DESCRIPTION OF THE TASK:
The required result is a copy of each line below in which "SABR" appears.

=-=-=-=-=

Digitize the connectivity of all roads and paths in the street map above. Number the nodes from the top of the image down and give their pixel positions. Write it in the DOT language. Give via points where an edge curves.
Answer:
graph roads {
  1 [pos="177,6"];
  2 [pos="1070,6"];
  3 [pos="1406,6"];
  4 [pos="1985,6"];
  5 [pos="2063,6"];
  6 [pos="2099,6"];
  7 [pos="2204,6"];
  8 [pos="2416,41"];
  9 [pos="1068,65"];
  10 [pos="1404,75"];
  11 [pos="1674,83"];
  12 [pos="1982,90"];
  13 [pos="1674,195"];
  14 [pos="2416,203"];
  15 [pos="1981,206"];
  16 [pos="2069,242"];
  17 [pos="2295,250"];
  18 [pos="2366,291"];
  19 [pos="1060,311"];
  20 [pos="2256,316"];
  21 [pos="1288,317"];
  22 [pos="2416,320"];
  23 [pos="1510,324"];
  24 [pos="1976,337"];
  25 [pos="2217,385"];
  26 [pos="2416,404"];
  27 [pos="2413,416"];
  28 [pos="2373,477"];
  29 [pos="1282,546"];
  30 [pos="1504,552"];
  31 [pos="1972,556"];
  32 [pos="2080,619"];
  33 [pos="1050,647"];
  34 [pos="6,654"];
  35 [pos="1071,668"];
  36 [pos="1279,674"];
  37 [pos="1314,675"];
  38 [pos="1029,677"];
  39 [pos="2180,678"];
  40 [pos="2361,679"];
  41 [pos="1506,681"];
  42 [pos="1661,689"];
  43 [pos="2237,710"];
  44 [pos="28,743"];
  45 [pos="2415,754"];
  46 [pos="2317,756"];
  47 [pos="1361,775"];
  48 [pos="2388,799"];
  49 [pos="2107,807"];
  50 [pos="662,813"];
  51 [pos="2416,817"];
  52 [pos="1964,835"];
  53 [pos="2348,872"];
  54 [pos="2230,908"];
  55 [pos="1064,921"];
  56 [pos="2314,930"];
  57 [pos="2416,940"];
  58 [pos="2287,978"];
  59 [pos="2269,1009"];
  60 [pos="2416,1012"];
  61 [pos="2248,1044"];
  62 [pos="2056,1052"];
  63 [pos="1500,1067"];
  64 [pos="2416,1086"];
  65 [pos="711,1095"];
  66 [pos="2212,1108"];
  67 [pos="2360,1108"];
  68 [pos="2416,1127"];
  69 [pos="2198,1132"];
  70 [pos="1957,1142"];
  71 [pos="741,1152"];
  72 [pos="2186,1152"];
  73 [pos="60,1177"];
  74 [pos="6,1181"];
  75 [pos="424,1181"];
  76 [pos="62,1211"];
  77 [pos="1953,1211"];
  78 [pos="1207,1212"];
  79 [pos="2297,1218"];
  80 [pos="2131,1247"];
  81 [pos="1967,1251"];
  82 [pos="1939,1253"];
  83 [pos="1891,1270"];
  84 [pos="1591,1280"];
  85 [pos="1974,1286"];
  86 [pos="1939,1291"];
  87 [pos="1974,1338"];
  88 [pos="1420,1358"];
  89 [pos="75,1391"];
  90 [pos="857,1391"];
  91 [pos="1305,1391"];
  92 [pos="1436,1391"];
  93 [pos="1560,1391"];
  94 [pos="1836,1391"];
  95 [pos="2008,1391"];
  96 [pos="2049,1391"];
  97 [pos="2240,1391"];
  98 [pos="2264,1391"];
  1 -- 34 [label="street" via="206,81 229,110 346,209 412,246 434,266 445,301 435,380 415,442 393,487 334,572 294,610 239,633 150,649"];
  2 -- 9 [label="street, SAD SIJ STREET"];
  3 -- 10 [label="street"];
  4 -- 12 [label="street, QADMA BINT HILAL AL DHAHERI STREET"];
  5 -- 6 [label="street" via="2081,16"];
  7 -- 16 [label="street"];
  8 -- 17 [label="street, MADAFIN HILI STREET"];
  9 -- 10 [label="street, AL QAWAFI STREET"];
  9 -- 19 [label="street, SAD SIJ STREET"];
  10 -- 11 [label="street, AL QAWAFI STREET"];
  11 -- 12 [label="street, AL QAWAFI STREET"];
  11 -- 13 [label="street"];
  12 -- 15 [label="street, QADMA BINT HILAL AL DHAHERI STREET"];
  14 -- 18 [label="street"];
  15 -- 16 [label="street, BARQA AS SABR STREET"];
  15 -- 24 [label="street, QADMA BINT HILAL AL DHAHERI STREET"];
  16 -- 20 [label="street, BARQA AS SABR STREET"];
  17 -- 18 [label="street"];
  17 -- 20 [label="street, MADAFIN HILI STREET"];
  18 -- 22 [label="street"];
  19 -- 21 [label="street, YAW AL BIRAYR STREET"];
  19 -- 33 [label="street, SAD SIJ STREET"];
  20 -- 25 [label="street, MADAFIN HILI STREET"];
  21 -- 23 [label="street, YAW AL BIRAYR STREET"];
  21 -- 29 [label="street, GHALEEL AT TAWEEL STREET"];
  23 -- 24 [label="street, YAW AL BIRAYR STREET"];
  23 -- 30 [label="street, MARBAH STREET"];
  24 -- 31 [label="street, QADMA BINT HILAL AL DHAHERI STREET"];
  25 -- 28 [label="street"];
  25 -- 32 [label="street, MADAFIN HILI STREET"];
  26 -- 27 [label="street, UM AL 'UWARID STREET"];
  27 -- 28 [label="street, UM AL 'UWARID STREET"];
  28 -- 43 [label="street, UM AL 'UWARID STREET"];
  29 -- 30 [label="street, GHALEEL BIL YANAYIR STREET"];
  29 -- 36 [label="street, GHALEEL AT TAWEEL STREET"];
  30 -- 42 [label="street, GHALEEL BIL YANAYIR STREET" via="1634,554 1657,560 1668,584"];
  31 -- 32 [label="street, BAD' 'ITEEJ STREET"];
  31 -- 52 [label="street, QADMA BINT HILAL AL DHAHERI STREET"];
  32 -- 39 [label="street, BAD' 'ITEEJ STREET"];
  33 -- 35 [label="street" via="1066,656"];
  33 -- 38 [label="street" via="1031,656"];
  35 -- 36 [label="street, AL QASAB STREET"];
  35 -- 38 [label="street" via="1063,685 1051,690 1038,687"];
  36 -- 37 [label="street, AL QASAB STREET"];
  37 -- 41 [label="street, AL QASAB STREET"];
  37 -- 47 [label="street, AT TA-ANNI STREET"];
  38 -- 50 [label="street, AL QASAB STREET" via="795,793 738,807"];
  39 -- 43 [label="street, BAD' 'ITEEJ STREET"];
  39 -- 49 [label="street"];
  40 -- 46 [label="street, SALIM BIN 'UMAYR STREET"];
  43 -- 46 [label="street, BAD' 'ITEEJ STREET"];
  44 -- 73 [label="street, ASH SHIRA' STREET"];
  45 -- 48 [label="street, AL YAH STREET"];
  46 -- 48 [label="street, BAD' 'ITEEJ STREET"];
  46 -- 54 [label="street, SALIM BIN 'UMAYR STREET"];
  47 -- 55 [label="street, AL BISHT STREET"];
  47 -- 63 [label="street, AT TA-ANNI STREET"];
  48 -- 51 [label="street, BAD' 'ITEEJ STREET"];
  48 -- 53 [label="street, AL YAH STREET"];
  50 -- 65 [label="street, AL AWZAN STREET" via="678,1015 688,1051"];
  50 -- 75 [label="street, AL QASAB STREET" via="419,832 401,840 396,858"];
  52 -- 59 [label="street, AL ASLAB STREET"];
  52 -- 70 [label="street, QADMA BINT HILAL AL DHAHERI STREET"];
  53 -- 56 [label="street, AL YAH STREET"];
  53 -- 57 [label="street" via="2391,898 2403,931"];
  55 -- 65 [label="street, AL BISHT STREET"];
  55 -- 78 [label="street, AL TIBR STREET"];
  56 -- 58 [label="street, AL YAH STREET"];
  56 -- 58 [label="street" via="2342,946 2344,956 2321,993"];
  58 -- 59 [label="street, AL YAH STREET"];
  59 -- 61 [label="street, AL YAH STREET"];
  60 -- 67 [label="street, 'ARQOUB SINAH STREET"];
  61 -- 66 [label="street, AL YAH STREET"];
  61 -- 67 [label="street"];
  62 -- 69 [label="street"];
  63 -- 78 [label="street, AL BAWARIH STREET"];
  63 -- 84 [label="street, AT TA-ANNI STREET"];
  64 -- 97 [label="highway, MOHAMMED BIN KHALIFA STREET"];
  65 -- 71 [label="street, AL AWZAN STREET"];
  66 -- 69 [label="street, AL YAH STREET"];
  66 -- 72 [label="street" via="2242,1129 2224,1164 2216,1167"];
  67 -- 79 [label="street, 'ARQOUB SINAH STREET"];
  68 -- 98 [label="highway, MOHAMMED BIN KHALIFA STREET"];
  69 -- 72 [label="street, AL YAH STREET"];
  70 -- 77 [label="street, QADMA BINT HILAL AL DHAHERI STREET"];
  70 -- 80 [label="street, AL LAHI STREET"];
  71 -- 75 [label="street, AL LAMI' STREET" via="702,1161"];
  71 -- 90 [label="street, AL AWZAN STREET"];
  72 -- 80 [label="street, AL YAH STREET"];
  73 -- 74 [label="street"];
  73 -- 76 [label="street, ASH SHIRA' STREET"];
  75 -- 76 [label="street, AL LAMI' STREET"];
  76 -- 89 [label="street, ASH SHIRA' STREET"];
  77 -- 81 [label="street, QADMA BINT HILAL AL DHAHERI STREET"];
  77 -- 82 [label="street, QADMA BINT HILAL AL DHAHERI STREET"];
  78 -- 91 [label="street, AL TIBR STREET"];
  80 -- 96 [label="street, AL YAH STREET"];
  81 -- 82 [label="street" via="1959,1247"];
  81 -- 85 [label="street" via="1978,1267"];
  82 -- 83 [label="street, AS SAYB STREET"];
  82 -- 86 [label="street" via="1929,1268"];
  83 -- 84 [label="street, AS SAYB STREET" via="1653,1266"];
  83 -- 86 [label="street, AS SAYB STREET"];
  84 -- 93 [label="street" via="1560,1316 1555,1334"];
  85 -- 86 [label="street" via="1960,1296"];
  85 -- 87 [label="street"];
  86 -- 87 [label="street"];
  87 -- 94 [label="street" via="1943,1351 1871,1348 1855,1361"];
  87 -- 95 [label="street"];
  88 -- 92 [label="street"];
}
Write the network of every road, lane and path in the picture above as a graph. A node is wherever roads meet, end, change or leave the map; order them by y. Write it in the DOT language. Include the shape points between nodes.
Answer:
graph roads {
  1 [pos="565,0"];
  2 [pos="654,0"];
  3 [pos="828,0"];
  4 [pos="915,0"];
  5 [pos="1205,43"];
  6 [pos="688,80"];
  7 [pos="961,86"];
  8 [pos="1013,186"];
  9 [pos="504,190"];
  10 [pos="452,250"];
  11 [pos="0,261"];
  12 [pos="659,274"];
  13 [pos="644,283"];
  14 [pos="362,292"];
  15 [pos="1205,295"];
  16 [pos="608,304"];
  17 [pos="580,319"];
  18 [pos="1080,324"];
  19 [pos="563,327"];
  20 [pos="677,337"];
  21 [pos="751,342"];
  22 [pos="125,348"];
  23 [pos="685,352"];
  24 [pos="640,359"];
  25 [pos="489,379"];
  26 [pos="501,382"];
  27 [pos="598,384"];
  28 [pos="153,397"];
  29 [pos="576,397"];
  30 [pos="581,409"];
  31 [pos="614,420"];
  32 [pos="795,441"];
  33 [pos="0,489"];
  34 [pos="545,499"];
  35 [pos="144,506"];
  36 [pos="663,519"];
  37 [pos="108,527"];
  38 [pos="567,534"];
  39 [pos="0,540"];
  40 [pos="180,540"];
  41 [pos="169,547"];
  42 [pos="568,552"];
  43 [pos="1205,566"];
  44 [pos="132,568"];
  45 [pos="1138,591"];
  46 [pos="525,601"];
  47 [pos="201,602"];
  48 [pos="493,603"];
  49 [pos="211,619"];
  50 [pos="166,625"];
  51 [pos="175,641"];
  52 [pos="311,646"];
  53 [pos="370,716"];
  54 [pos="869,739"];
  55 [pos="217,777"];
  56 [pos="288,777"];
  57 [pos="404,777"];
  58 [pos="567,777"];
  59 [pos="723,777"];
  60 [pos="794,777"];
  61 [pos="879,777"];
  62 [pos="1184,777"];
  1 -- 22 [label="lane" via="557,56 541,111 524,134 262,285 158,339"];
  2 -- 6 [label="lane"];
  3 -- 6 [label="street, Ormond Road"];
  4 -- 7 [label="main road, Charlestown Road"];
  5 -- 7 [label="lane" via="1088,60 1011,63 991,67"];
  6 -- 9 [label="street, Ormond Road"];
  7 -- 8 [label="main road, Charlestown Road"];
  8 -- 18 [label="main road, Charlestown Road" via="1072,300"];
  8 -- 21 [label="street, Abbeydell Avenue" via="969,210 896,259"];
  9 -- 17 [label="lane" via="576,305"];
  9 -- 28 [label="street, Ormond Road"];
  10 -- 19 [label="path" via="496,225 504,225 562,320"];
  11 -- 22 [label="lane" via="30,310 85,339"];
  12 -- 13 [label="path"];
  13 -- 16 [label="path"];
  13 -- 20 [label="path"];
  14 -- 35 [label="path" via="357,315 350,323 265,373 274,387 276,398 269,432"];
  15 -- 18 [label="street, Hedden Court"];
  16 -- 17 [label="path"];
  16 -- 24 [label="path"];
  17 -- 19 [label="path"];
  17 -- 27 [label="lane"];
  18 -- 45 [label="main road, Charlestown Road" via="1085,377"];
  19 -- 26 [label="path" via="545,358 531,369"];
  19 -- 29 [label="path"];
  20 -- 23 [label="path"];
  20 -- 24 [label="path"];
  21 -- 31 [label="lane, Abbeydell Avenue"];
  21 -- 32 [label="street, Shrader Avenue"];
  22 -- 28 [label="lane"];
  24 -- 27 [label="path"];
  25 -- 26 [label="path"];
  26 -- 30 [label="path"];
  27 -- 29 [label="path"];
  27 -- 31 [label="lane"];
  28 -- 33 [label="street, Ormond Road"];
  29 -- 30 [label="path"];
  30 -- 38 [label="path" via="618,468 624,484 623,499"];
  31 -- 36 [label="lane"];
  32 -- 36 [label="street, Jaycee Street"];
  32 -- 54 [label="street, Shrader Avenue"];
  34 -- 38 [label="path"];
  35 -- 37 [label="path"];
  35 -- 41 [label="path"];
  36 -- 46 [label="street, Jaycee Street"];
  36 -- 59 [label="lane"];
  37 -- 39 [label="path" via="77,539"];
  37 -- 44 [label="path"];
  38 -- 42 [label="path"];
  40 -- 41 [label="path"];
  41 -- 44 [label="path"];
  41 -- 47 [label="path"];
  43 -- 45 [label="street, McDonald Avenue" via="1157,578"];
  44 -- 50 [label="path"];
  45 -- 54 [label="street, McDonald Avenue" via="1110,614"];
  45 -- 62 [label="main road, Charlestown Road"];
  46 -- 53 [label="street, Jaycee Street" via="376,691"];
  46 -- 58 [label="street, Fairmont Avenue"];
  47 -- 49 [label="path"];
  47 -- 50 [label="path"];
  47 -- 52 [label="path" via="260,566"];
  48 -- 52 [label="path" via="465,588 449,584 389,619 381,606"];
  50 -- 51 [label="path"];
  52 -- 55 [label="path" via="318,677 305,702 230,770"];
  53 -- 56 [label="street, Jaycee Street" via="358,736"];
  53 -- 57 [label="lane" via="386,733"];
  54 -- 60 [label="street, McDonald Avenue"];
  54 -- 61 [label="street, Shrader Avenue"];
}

=-=-=-=-=

ANSWER TO THIS PROBLEM:
  15 -- 16 [label="street, BARQA AS SABR STREET"];
  16 -- 20 [label="street, BARQA AS SABR STREET"];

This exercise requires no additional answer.